We performed fixed effects inverse-variance weighted meta-analysis to conduct cross-ancestry GWAS of each sex hormone using the METAL software (26). We used the Cochran Q test as implemented in METAL to test for heterogeneity of effects between European and African ancestries. We present the ratio of beta coefficients between African ancestry and European ancestry women as a function of their meta-analysis P values (9, 15). We additionally conducted genome-wide SNP-specific tests for heterogeneity to identify genetic variants with statistically significant differences in effect size by menopausal status in the European-ancestry GWAS based on the results of the Cochran Q-test as implemented in METAL (26). For all genome-wide analyses, we considered P < 5 × 10^-8 as statistically significant.

Gene-level Association Analysis and Tissue-specific Enrichment

Gene-level association analysis was performed using the multimarker analysis of genomic annotation (MAGMA) (27) tool implemented in the Functional Mapping program for GWAS results. MAGMA analyzes SNP-level summary genetic associations while taking linkage disequilibrium (LD) between SNPs into account (28). SNPs were mapped to a gene if they were located between the start and end sites of the gene. All analyses were based on the human genome build 37.

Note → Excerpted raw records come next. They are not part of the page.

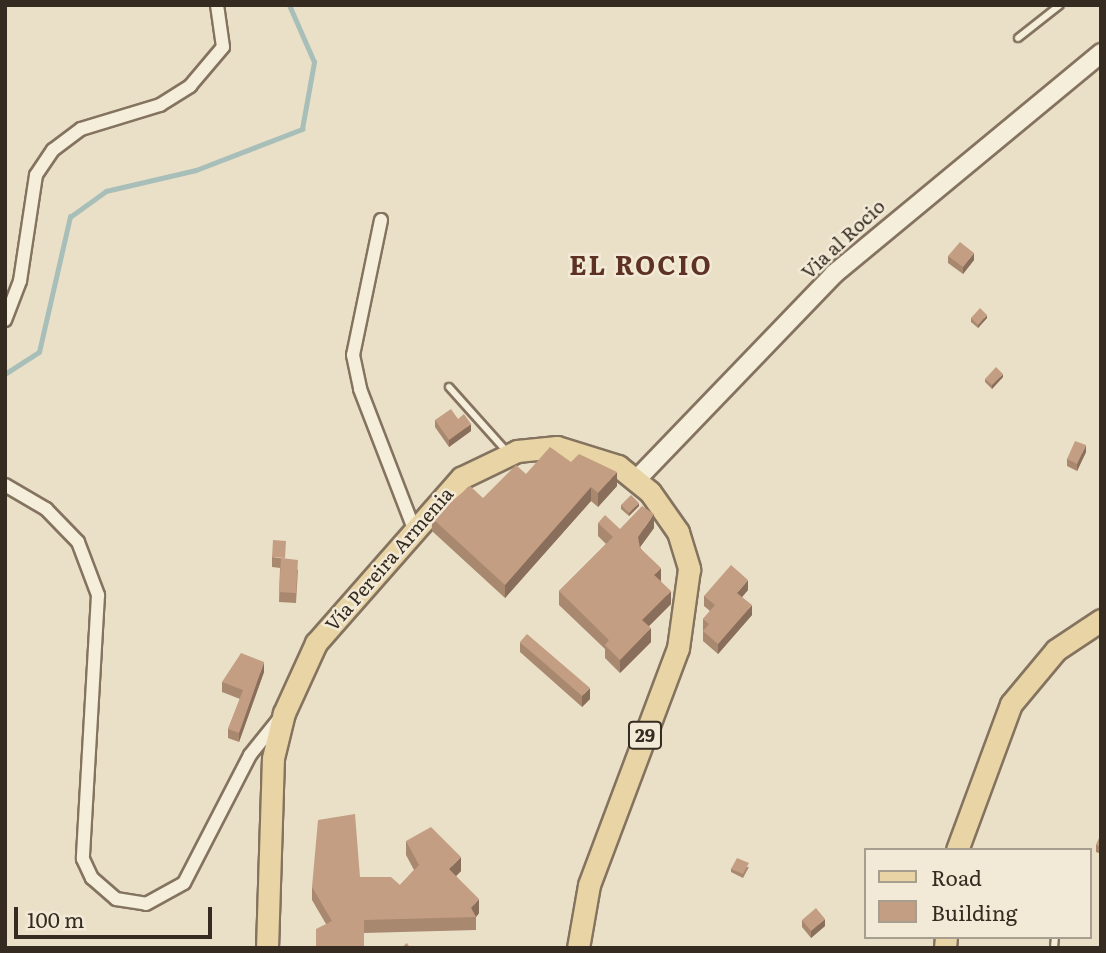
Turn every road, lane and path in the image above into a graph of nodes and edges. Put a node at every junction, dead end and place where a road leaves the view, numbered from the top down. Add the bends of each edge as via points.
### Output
1 (217, 5) edge
2 (1060, 5) edge
3 (1018, 38) dead end
4 (1101, 53) edge
5 (381, 220) dead end
6 (5, 320) edge
7 (449, 387) dead end
8 (508, 453) junction
9 (636, 479) junction
10 (5, 485) edge
11 (413, 526) junction
12 (1101, 620) edge
13 (284, 713) junction
14 (958, 848) edge
15 (267, 948) edge
16 (578, 948) edge

1 - 6 street via 225,30 223,47 190,86 160,105 81,130 53,150 36,175 20,281
2 - 3 lane
4 - 9 main road, Via al Rocio via 834,274
5 - 11 street via 353,355
7 - 8 lane
8 - 9 main road, Vía Pereira Armenia / 29 via 534,447 579,451
8 - 11 main road, Vía Pereira Armenia / 29 via 461,478
9 - 16 main road, Vía Pereira Armenia / 29 via 678,531 690,591 678,648 589,885
10 - 13 street via 46,509 78,542 98,595 83,859 92,878 116,899 146,904 184,883 250,755
11 - 13 main road, Vía Pereira Armenia / 29 via 321,636
12 - 14 main road via 1056,650 1011,704
13 - 15 main road, Vía Pereira Armenia / 29 via 273,758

MAGMA “gene-property analysis” was performed to test for associations between gene-level signals and tissue-specific gene expression profiles. Gene-property analysis uses a multivariable regression model that includes gene expression in a specific tissue type and the average gene expression across 54 tissue types to evaluate the relationship between tissue specificity and gene-level association. Tissue-specific gene expression data were from GTEx version 7 (29). We performed gene property analysis for tissue specificity of testosterone and SHBG using the GWAS results from women of European ancestry overall and by menopausal status.

Results

Our final sample sizes were 229 966 (98%) European ancestry women and 5336 (2%) African ancestry women. Among those empirically assigned as European ancestry, 51 081 were premenopausal and 84 194 postmenopausal. Of those women empirically assigned as African ancestry, 1994 were premenopausal and 1200 were postmenopausal. Because of the relatively small sample sizes, results within menopausal status for African ancestry women are only reported in the supplementary data (30).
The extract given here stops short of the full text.